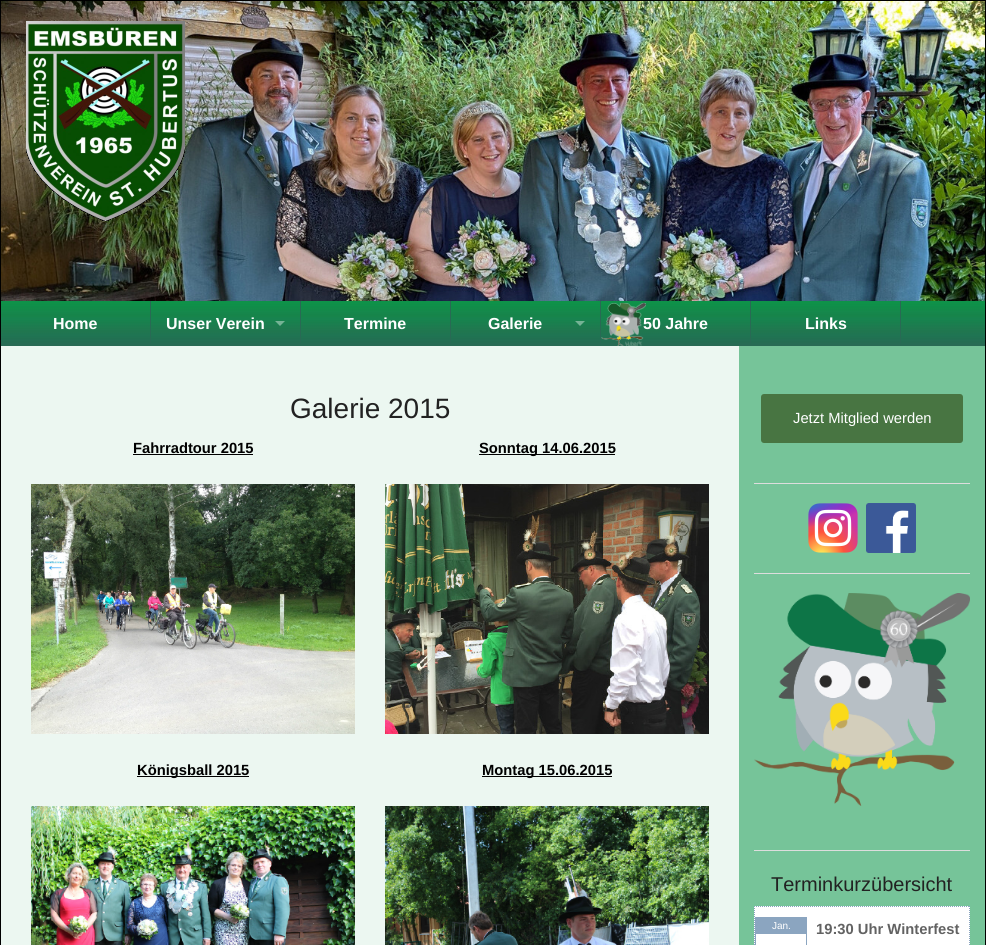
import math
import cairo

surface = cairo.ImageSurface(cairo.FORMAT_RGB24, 986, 945)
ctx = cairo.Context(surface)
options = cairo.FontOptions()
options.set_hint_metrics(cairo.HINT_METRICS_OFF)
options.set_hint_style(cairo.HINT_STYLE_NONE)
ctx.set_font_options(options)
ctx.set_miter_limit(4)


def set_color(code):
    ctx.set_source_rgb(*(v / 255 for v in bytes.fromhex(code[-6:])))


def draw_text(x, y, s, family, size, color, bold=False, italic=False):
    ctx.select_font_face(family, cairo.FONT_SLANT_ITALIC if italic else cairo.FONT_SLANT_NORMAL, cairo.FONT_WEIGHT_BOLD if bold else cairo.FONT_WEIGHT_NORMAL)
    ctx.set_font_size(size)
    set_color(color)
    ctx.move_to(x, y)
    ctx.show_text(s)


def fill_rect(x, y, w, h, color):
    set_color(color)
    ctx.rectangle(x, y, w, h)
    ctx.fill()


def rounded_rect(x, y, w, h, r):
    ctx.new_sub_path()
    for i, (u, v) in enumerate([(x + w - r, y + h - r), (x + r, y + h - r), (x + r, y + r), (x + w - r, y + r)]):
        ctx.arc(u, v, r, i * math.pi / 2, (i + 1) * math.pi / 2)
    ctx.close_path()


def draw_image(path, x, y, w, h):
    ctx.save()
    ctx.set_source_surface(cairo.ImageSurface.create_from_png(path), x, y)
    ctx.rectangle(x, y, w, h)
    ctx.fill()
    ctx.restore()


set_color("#ffffff")
ctx.paint()
ctx.rectangle(0.5, 0.5, 985, 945)
set_color("#000000")
ctx.set_line_width(1)
ctx.stroke()
draw_image("assets/img1.png", 1, 1, 984, 300)
ctx.set_source_rgba(1, 1, 1, 0.3)
ctx.rectangle(855, 18, 16, 3)
ctx.fill()
draw_image("assets/img2.png", 26, 21, 159, 200)
draw_image("assets/img3.png", 1, 301, 984, 45)
fill_rect(150, 301, 1, 45, "#286a54")
draw_text(53, 329, "Home", "Liberation Sans", 16, "#ffffff", bold=True)
fill_rect(300, 301, 1, 45, "#286a54")
draw_text(166, 329, "Unser Verein", "Liberation Sans", 16, "#ffffff", bold=True)
ctx.set_source_rgba(1, 1, 1, 0.4)
ctx.new_path()
ctx.move_to(275, 321)
ctx.line_to(285, 321)
ctx.line_to(280, 326)
ctx.close_path()
ctx.fill()
fill_rect(450, 301, 1, 45, "#286a54")
draw_text(344, 329, "Termine", "Liberation Sans", 16, "#ffffff", bold=True)
fill_rect(600, 301, 1, 45, "#286a54")
draw_text(488, 329, "Galerie", "Liberation Sans", 16, "#ffffff", bold=True)
ctx.set_source_rgba(1, 1, 1, 0.4)
ctx.new_path()
ctx.move_to(575, 321)
ctx.line_to(585, 321)
ctx.line_to(580, 326)
ctx.close_path()
ctx.fill()
fill_rect(750, 301, 1, 45, "#286a54")
draw_image("assets/img4.png", 601, 303, 45, 43)
draw_text(643, 329, "50 Jahre", "Liberation Sans", 16, "#ffffff", bold=True)
fill_rect(900, 301, 1, 45, "#286a54")
draw_text(805, 329, "Links", "Liberation Sans", 16, "#ffffff", bold=True)
fill_rect(1, 346, 738, 599, "#ecf7f1")
draw_text(290, 418, "Galerie 2015", "Liberation Sans", 28, "#222222")
draw_text(133, 453, "Fahrradtour 2015", "Liberation Sans", 14.75, "#000000", bold=True)
fill_rect(133, 454, 120, 1, "#000000")
draw_image("assets/img5.png", 31, 484, 324, 250)
fill_rect(479, 454, 136, 1, "#000000")
draw_text(479, 453, "Sonntag 14.06.2015", "Liberation Sans", 14.75, "#000000", bold=True)
draw_image("assets/img6.png", 385, 484, 324, 250)
fill_rect(137, 776, 112, 1, "#000000")
draw_text(137, 775, "Königsball 2015", "Liberation Sans", 14.75, "#000000", bold=True)
draw_image("assets/img7.png", 31, 806, 324, 139)
fill_rect(482, 776, 130, 1, "#000000")
draw_text(482, 775, "Montag 15.06.2015", "Liberation Sans", 14.75, "#000000", bold=True)
draw_image("assets/img8.png", 385, 806, 324, 139)
fill_rect(739, 346, 246, 599, "#76c499")
set_color("#487542")
rounded_rect(761, 394, 202, 49, 3)
ctx.fill()
draw_text(793, 423, "Jetzt Mitglied werden", "Liberation Sans", 14.75, "#ffffff")
fill_rect(754, 483, 216, 1, "#dddddd")
draw_image("assets/img9.png", 808, 503, 50, 50)
draw_image("assets/img10.png", 866, 503, 50, 50)
fill_rect(754, 573, 216, 1, "#dddddd")
draw_image("assets/img11.png", 754, 593, 216, 213)
fill_rect(754, 850, 216, 1, "#dddddd")
draw_text(771, 891, "Terminkurzübersicht", "Liberation Sans", 20, "#222222")
fill_rect(754, 906, 216, 39, "#ffffff")
ctx.new_path()
ctx.move_to(754, 906.5)
ctx.line_to(970, 906.5)
set_color("#8ba5c0")
ctx.set_dash([1, 1])
ctx.stroke()
ctx.new_path()
ctx.move_to(969.5, 906)
ctx.line_to(969.5, 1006)
ctx.stroke()
ctx.new_path()
ctx.move_to(754.5, 906)
ctx.line_to(754.5, 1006)
ctx.stroke()
ctx.rectangle(755.5, 917.5, 51, 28)
ctx.set_dash([])
ctx.stroke()
fill_rect(756, 918, 50, 16, "#8ba5c0")
draw_text(772, 929, "Jan.", "Liberation Sans", 10, "#ffffff")
draw_text(816, 934, "19:30 Uhr Winterfest", "Liberation Sans", 14.75, "#626262", bold=True)
surface.write_to_png("output.png")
□ □ □ □ □ □ □
▶ Exercise requirements:
Print only what lies in the material above starting at the line with "ctx.new_sub_path()" and ending at the line with "ctx.restore()", every line exactly as given.

▶ Output of the exercise:
    ctx.new_sub_path()
    for i, (u, v) in enumerate([(x + w - r, y + h - r), (x + r, y + h - r), (x + r, y + r), (x + w - r, y + r)]):
        ctx.arc(u, v, r, i * math.pi / 2, (i + 1) * math.pi / 2)
    ctx.close_path()


def draw_image(path, x, y, w, h):
    ctx.save()
    ctx.set_source_surface(cairo.ImageSurface.create_from_png(path), x, y)
    ctx.rectangle(x, y, w, h)
    ctx.fill()
    ctx.restore()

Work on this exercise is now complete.